● **Provided material**:
★ ★ ★

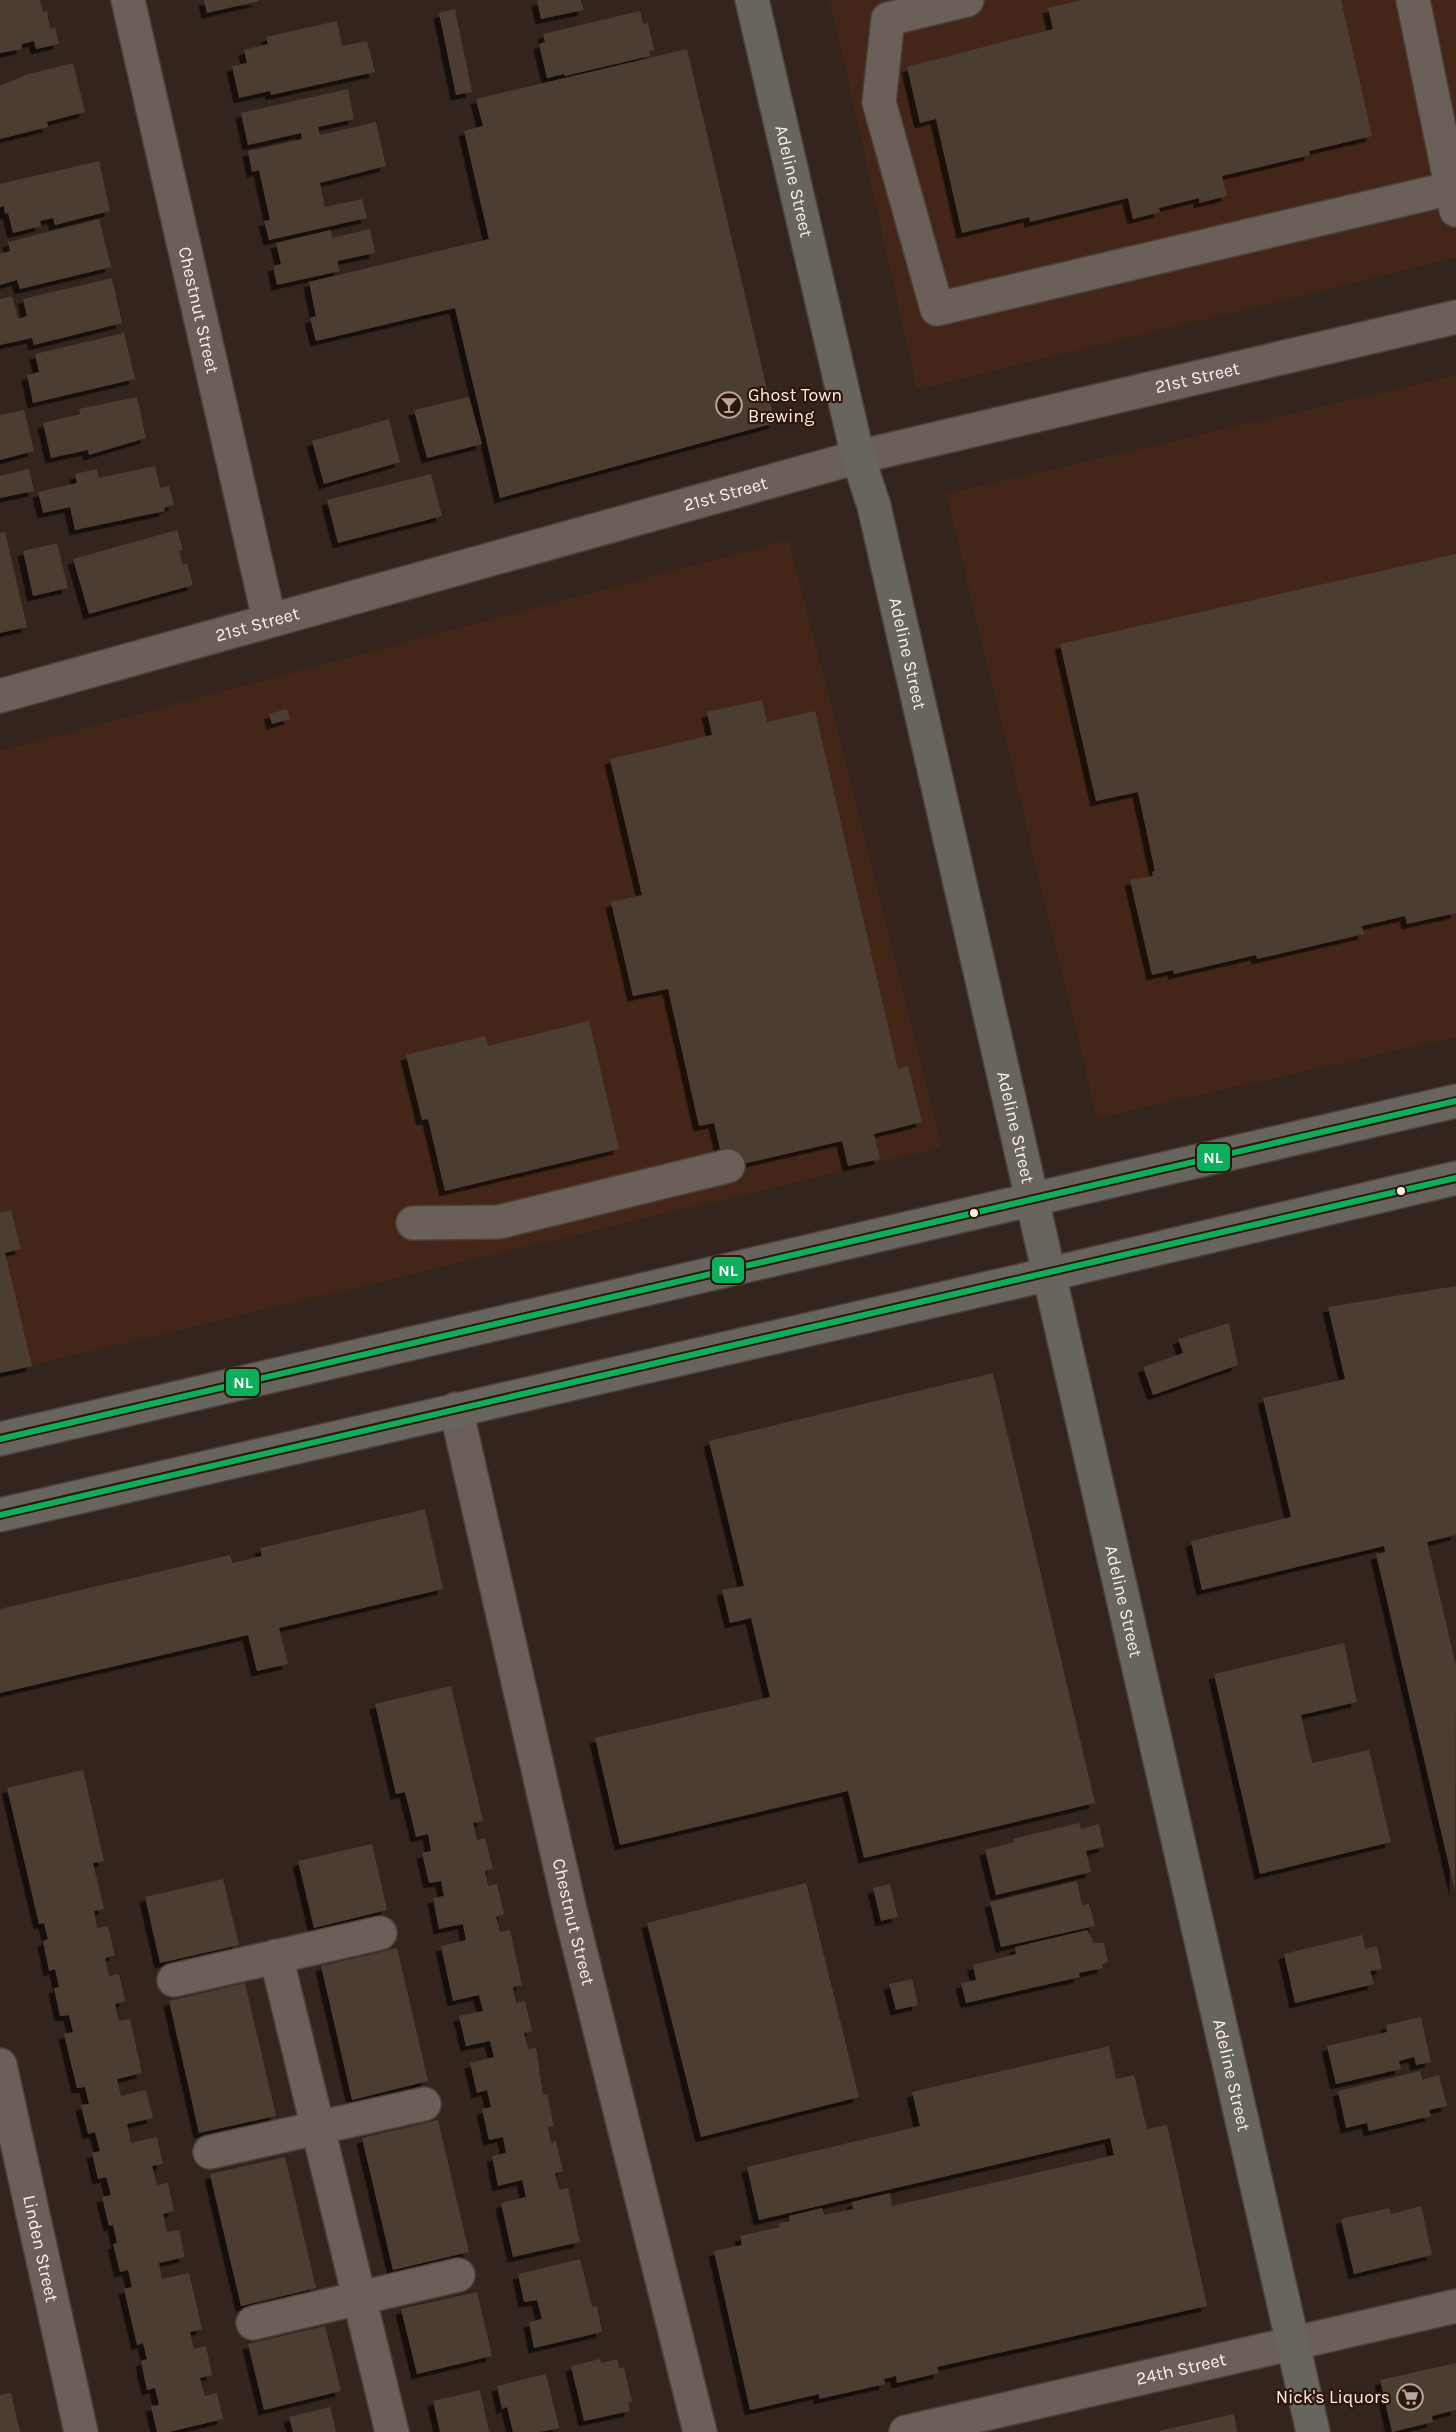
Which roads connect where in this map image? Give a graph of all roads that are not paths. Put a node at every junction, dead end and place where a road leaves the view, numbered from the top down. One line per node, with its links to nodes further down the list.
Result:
1 (128, 0): 8 (street, Chestnut Street)
2 (752, 0): 7 (main road, Adeline Street)
3 (967, 0): 5 (street)
4 (1413, 0): 5 (street)
5 (1454, 199)
6 (1456, 317): 7 (street, 21st Street)
7 (858, 457): 8 (street, 21st Street); 13 (main road, Adeline Street)
8 (269, 619): 9 (street, 21st Street)
9 (0, 696)
10 (1456, 1101): 13 (main road)
11 (728, 1166): 14 (street)
12 (1456, 1178): 15 (main road)
13 (1033, 1200): 15 (main road, Adeline Street); 17 (main road)
14 (412, 1223)
15 (1050, 1274): 16 (main road); 30 (main road, Adeline Street)
16 (456, 1409): 18 (main road); 33 (street, Chestnut Street)
17 (0, 1438)
18 (0, 1515)
19 (380, 1933): 20 (street)
20 (276, 1956): 21 (street); 24 (street)
21 (174, 1980)
22 (0, 2065): 31 (street, Linden Street)
23 (423, 2104): 24 (street)
24 (318, 2128): 25 (street); 27 (street)
25 (210, 2152)
26 (458, 2275): 27 (street)
27 (358, 2299): 29 (street); 32 (street)
28 (1456, 2306): 30 (street, 24th Street)
29 (253, 2324)
30 (1293, 2344): 34 (street, 24th Street); 35 (main road, Adeline Street)
31 (81, 2432)
32 (392, 2432)
33 (700, 2432)
34 (906, 2432)
35 (1313, 2432)

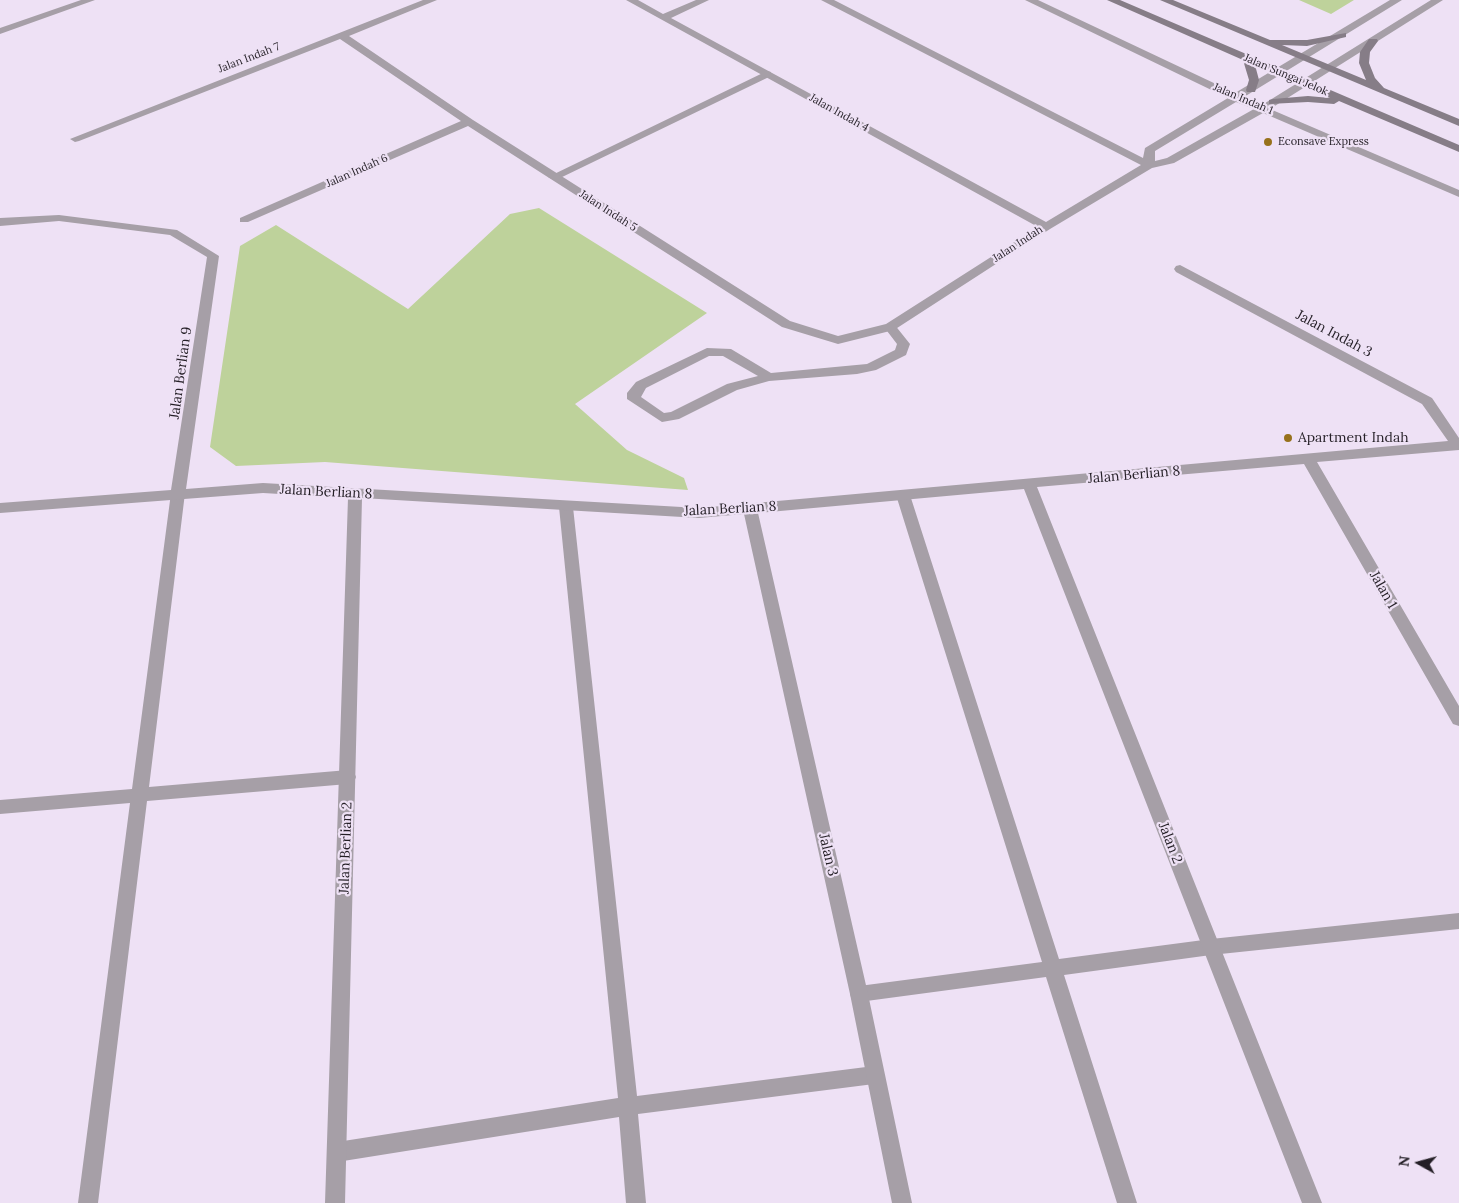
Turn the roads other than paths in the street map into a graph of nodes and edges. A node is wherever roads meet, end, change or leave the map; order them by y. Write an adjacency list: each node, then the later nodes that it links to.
1 (90, 0): 14 (street)
2 (432, 0): 15 (street, Jalan Indah 7)
3 (631, 0): 13 (street, Jalan Indah 4)
4 (704, 0): 13 (street)
5 (826, 0): 34 (street)
6 (1030, 0): 27 (street, Jalan Indah 1)
7 (1112, 0): 20 (street, Jalan Sungai Jelok)
8 (1165, 0): 17 (street, Jalan Sungai Jelok)
9 (1397, 0): 11 (street)
10 (1438, 0): 12 (street, Jalan Indah)
11 (1386, 7): 12 (street); 16 (street)
12 (1412, 16): 18 (street, Jalan Indah)
13 (664, 17): 23 (street, Jalan Indah 4)
14 (0, 32)
15 (341, 35): 30 (street, Jalan Indah 5); 32 (street, Jalan Indah 7)
16 (1342, 35): 17 (street); 19 (street)
17 (1265, 41): 19 (street, Jalan Sungai Jelok)
18 (1373, 42): 21 (street, Jalan Indah); 26 (street)
19 (1304, 58): 21 (street, Jalan Sungai Jelok); 22 (street)
20 (1248, 59): 22 (street, Jalan Sungai Jelok); 25 (street)
21 (1329, 68): 24 (street, Jalan Indah); 26 (street, Jalan Sungai Jelok)
22 (1280, 72): 24 (street, Jalan Sungai Jelok); 25 (street)
23 (767, 74): 35 (street); 39 (street, Jalan Indah 4)
24 (1305, 83): 28 (street, Jalan Sungai Jelok); 29 (street, Jalan Indah)
25 (1251, 90): 27 (street)
26 (1382, 90): 31 (street, Jalan Sungai Jelok)
27 (1237, 98): 29 (street, Jalan Indah 1); 34 (street)
28 (1348, 102): 29 (street); 33 (street, Jalan Sungai Jelok)
29 (1268, 105): 34 (street, Jalan Indah); 36 (street, Jalan Indah 1)
30 (469, 122): 35 (street, Jalan Indah 5); 37 (street, Jalan Indah 6)
31 (1459, 123)
32 (75, 139)
33 (1459, 150)
34 (1149, 165): 39 (street, Jalan Indah)
35 (554, 177): 41 (street, Jalan Indah 5)
36 (1459, 194)
37 (244, 220)
38 (0, 222): 46 (street, Jalan Berlian 9)
39 (1046, 227): 41 (street, Jalan Indah)
40 (1180, 269): 43 (street, Jalan Indah 3)
41 (890, 327): 42 (street)
42 (769, 376): 42 (street)
43 (1458, 445): 44 (street, Jalan Berlian 8)
44 (1308, 459): 45 (street, Jalan Berlian 8); 52 (street, Jalan 1)
45 (1029, 484): 48 (street, Jalan Berlian 8); 58 (street, Jalan 2)
46 (178, 493): 47 (street, Jalan Berlian 8); 50 (street, Jalan Berlian 8); 55 (street, Jalan Berlian 9)
47 (355, 494): 49 (street, Jalan Berlian 8); 54 (street, Jalan Berlian 2)
48 (903, 495): 51 (street, Jalan Berlian 8); 59 (street)
49 (566, 507): 51 (street, Jalan Berlian 8); 62 (street)
50 (0, 508)
51 (750, 509): 60 (street, Jalan 3)
52 (1454, 702): 53 (street, Jalan 1)
53 (1459, 720)
54 (348, 777): 55 (street); 63 (street, Jalan Berlian 2)
55 (140, 796): 56 (street); 64 (street, Jalan Berlian 9)
56 (0, 807)
57 (1459, 921): 58 (street)
58 (1211, 947): 59 (street); 69 (street, Jalan 2)
59 (1053, 970): 60 (street); 68 (street)
60 (859, 994): 61 (street, Jalan 3)
61 (874, 1075): 62 (street); 67 (street, Jalan 3)
62 (628, 1106): 63 (street); 66 (street)
63 (337, 1152): 65 (street, Jalan Berlian 2)
64 (88, 1203)
65 (336, 1203)
66 (636, 1203)
67 (902, 1203)
68 (1127, 1203)
69 (1312, 1203)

★ ★ ★

● **Work to be completed**: Go through the material above line by line and tally each one holding "Chestnut"; give the tally and nothing else.

● **Task answer**: 2